The Supreme Court rules 6-3 in Dobbs v. Jackson Women's Health Organization to overturn Roe v. Wade (1973) and Planned Parenthood v. Casey (1992), eliminating the constitutional right to abortion after 49 years. Justice Samuel Alito's majority opinion declares that Roe was "egregiously wrong from the start." Within hours, trigger laws take effect in 13 states, immediately banning or severely restricting abortion.
Dobbs is the culmination of the longest sustained institutional capture campaign in modern American politics — a 49-year project that can be traced through every node in the Christian nationalist infrastructure. The IRS/Bob Jones fight (1978) mobilized evangelicals politically. The Moral Majority (1979) and CNP (1981) built organizational infrastructure. The Federalist Society (1982) created a pipeline of ideologically vetted judicial nominees. Leonard Leo's network raised over $250 million in dark money to support judicial confirmation battles. The transactional bargain Falwell Jr. made explicit in 2016 delivered three Supreme Court justices — Gorsuch (2017), Kavanaugh (2018), and Barrett (2020) — all vetted by Leo and the Federalist Society specifically for their likelihood of overturning Roe.

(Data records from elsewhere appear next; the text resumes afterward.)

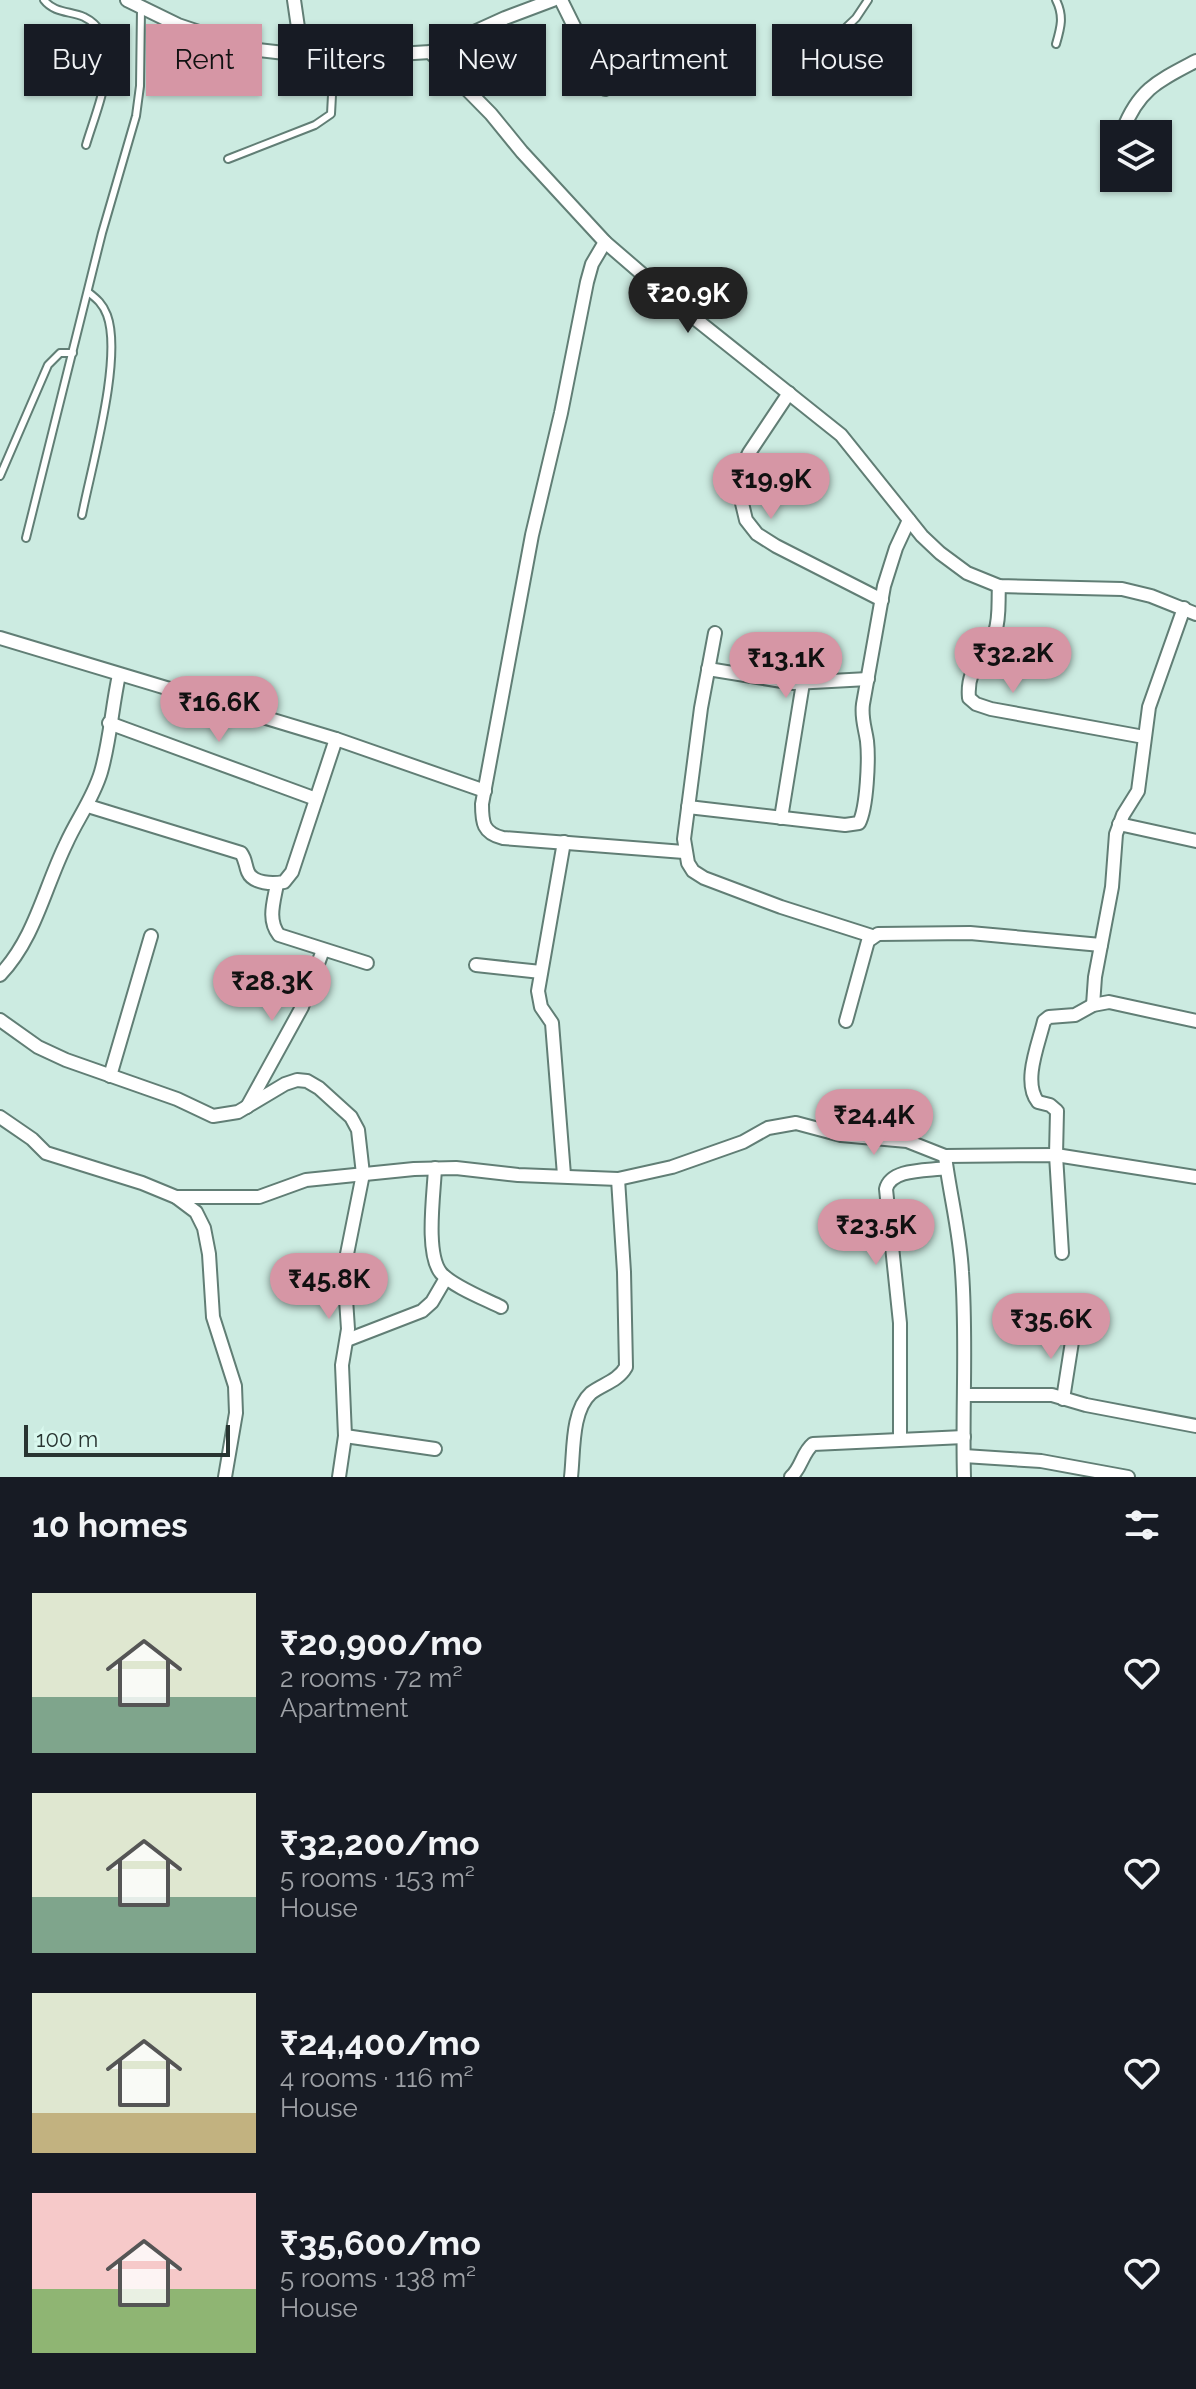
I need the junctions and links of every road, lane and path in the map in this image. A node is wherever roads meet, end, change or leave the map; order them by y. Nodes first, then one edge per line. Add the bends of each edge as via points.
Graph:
1 (44, 0) edge
2 (127, 0) edge
3 (294, 0) edge
4 (553, 0) edge
5 (561, 0) edge
6 (868, 0) edge
7 (1056, 0) edge
8 (141, 9) junction
9 (297, 24) edge
10 (492, 24) edge
11 (573, 24) edge
12 (850, 24) edge
13 (1056, 44) dead end
14 (278, 52) edge
15 (1196, 61) edge
16 (332, 96) edge
17 (474, 96) edge
18 (1127, 120) edge
19 (86, 145) dead end
20 (228, 159) dead end
21 (605, 242) junction
22 (88, 292) junction
23 (73, 353) junction
24 (789, 393) junction
25 (0, 476) edge
26 (82, 515) dead end
27 (909, 520) junction
28 (26, 538) dead end
29 (999, 586) junction
30 (882, 600) junction
31 (1190, 611) edge
32 (715, 633) dead end
33 (0, 638) edge
34 (708, 669) junction
35 (119, 675) junction
36 (868, 679) junction
37 (803, 683) junction
38 (109, 723) junction
39 (1144, 737) junction
40 (336, 739) junction
41 (485, 791) junction
42 (316, 799) junction
43 (88, 806) junction
44 (688, 807) junction
45 (781, 818) junction
46 (1119, 824) junction
47 (1196, 841) edge
48 (564, 842) junction
49 (684, 852) junction
50 (277, 884) junction
51 (151, 936) dead end
52 (872, 936) junction
53 (1101, 945) junction
54 (323, 950) junction
55 (367, 963) dead end
56 (476, 965) dead end
57 (541, 972) junction
58 (0, 975) edge
59 (1093, 1005) junction
60 (0, 1020) edge
61 (846, 1021) dead end
62 (1196, 1021) edge
63 (110, 1076) junction
64 (247, 1107) junction
65 (0, 1117) edge
66 (1056, 1155) junction
67 (946, 1162) junction
68 (435, 1168) junction
69 (363, 1174) junction
70 (564, 1175) junction
71 (1196, 1177) edge
72 (618, 1179) junction
73 (176, 1197) junction
74 (1062, 1253) dead end
75 (446, 1278) junction
76 (501, 1307) dead end
77 (1074, 1329) dead end
78 (347, 1340) junction
79 (964, 1395) junction
80 (1063, 1399) junction
81 (1196, 1426) edge
82 (345, 1436) junction
83 (964, 1437) junction
84 (900, 1439) junction
85 (435, 1449) dead end
86 (964, 1456) junction
87 (225, 1477) edge
88 (339, 1477) edge
89 (571, 1477) edge
90 (791, 1477) edge
91 (964, 1477) edge
92 (1128, 1477) edge

1 - 19 lane via 92,23 107,45 105,77
2 - 8 street
3 - 9 street
4 - 10 street
5 - 11 street
6 - 12 lane
7 - 13 lane via 1062,24
8 - 14 street via 250,49
8 - 22 lane via 136,116
15 - 18 street via 1142,94
16 - 20 lane via 331,114 315,125
17 - 21 street
21 - 24 street
21 - 41 street via 587,282 532,535
22 - 23 lane
22 - 26 lane via 102,303 112,351
23 - 25 lane via 60,353 48,365
23 - 28 lane
24 - 27 street via 841,435
24 - 30 street via 742,468 746,520 776,546
27 - 29 street via 954,564
27 - 30 street via 888,568
29 - 31 street via 1122,589
29 - 39 street via 994,636 968,679 969,698 991,709
30 - 36 street
31 - 39 street via 1155,688
32 - 34 street
33 - 35 street
34 - 37 street
34 - 44 street
35 - 38 street
35 - 40 street
36 - 37 street
36 - 45 street via 861,719 867,745 859,823
37 - 45 street
38 - 42 street
38 - 43 street via 101,772
39 - 46 street via 1138,791
40 - 41 street
40 - 42 street
41 - 48 street via 483,824 493,835
42 - 50 street via 292,872
43 - 50 street via 241,853 249,875
43 - 58 street via 66,843 29,936
44 - 45 street
44 - 49 street
46 - 47 street
46 - 53 street
48 - 49 street
48 - 57 street
49 - 52 street via 693,871 704,878
50 - 54 street via 274,929 289,940
51 - 63 street
52 - 53 street via 956,933
52 - 61 street
53 - 59 street
54 - 55 street
54 - 64 street via 302,1007
56 - 57 street
57 - 70 street via 539,999 552,1023
59 - 62 street via 1124,1004
59 - 66 street via 1044,1021 1032,1083 1038,1102 1057,1111
60 - 63 street via 38,1047
63 - 64 street via 213,1116
64 - 69 street via 297,1080 307,1081 342,1107 358,1130
65 - 73 street via 46,1153
66 - 67 street
66 - 71 street
66 - 74 street
67 - 72 street via 907,1141 841,1135 796,1123 768,1128 672,1167
67 - 79 street via 960,1237
67 - 84 street via 896,1176 886,1189 900,1323
68 - 69 street
68 - 70 street
68 - 75 street via 433,1252
69 - 73 street via 306,1180 259,1197
69 - 78 street via 344,1269
70 - 72 street
72 - 89 street via 626,1367 583,1402
73 - 87 street via 196,1212 204,1228 213,1317 235,1386
75 - 76 street
75 - 78 street via 422,1311
77 - 80 street
78 - 82 street via 342,1365
79 - 80 street via 1038,1393
79 - 83 street
80 - 81 street
82 - 85 street
82 - 88 street
83 - 84 street
83 - 86 street
84 - 90 street via 813,1444
86 - 91 street
86 - 92 street via 1041,1461

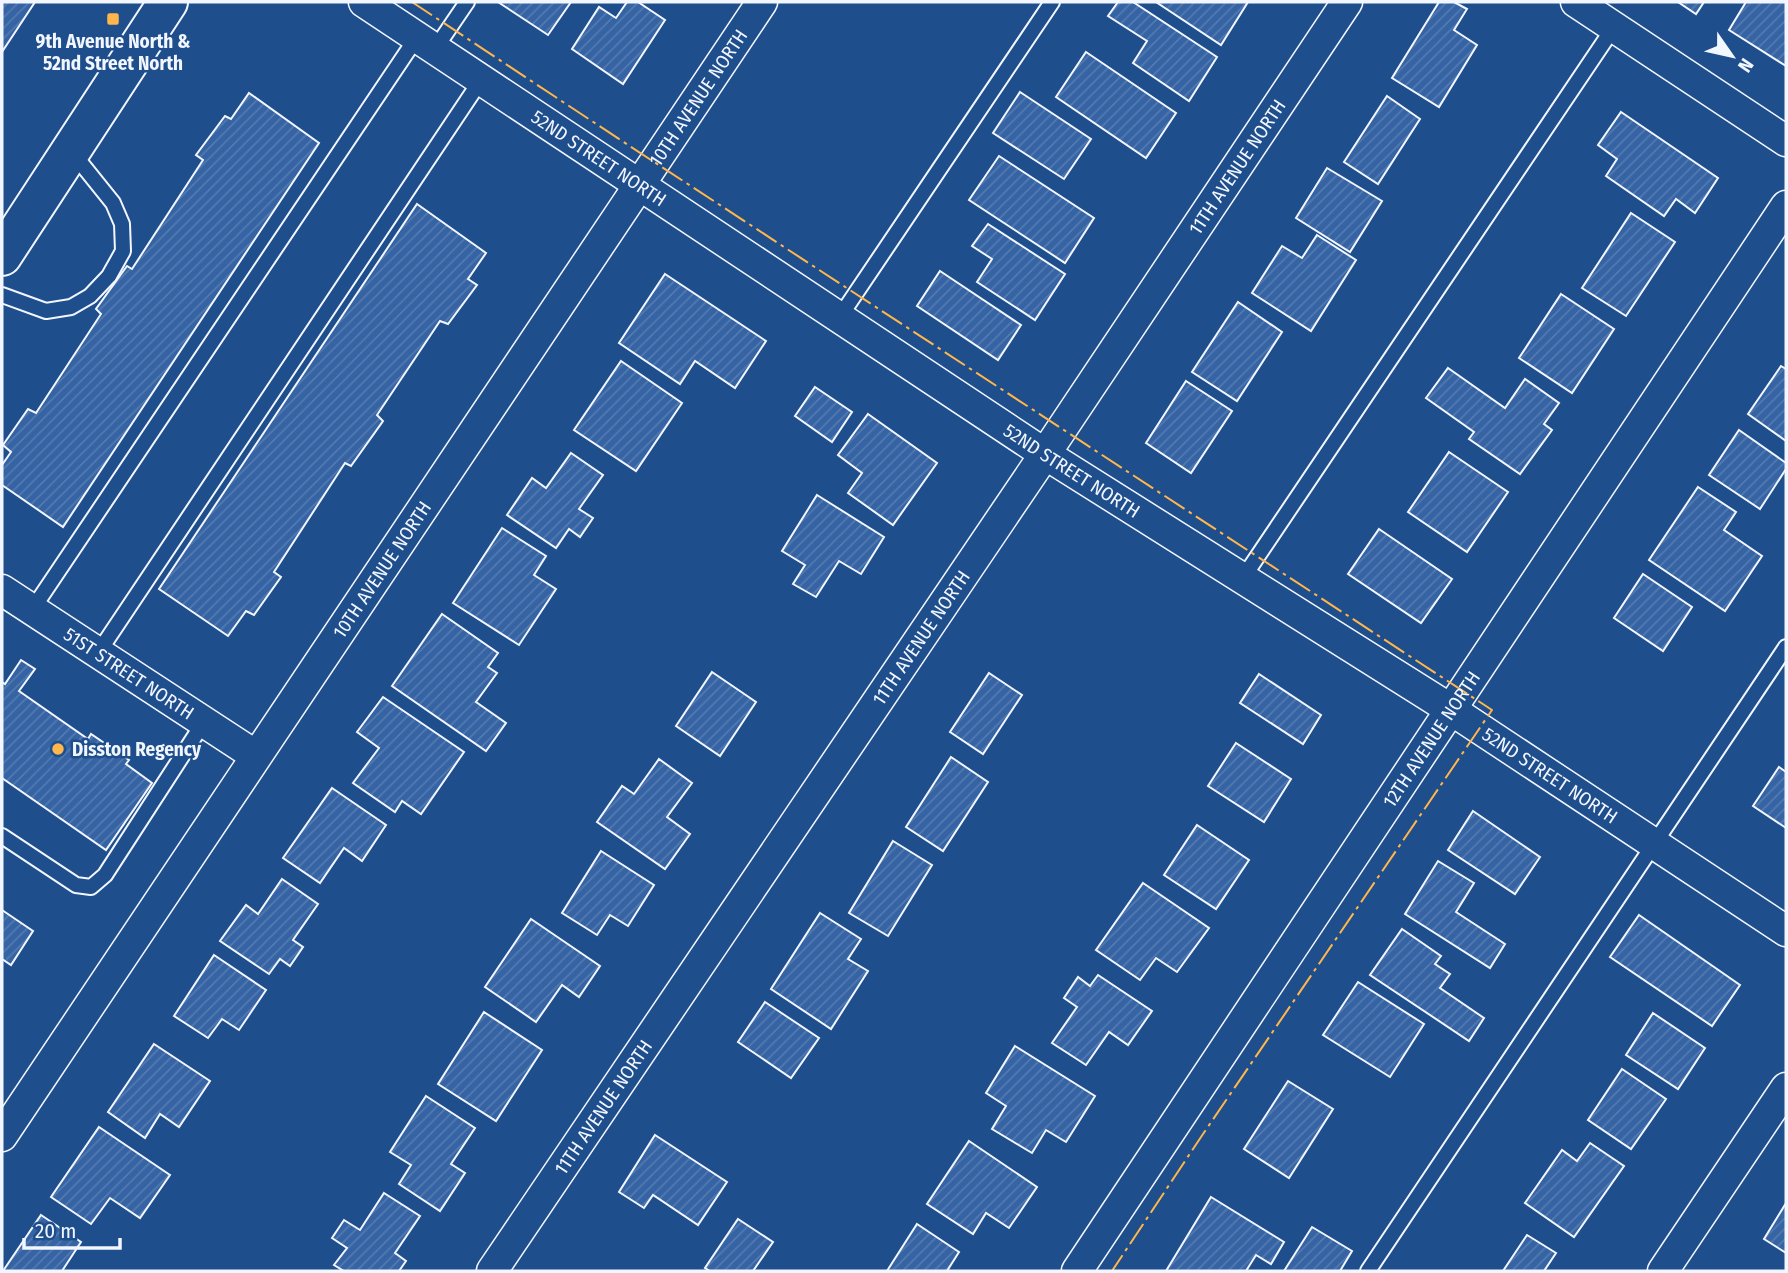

The decision validates the institutional capture model. The religious right did not achieve its signature goal through democratic legislation — polls consistently show majority support for legal abortion. It achieved it through systematic capture of one institution (the federal judiciary), funded by a parallel dark money infrastructure (Leo's network of interlocking nonprofits), coordinated through an invisible coordination hub (the CNP), and legitimated by a theology of institutional dominion (the Seven Mountains Mandate, the Cyrus theology). Every element of the capture architecture contributed to a single outcome that democratic politics alone could not have produced.
The evangelical celebration is immediate but the political aftermath is devastating for Republicans: the 2022 midterm "red wave" fails to materialize as abortion motivates Democratic turnout. The movement got what it wanted and discovered that getting it generated the political backlash its strategists had long feared. The capture succeeded; the consequences of success were not what the captors expected.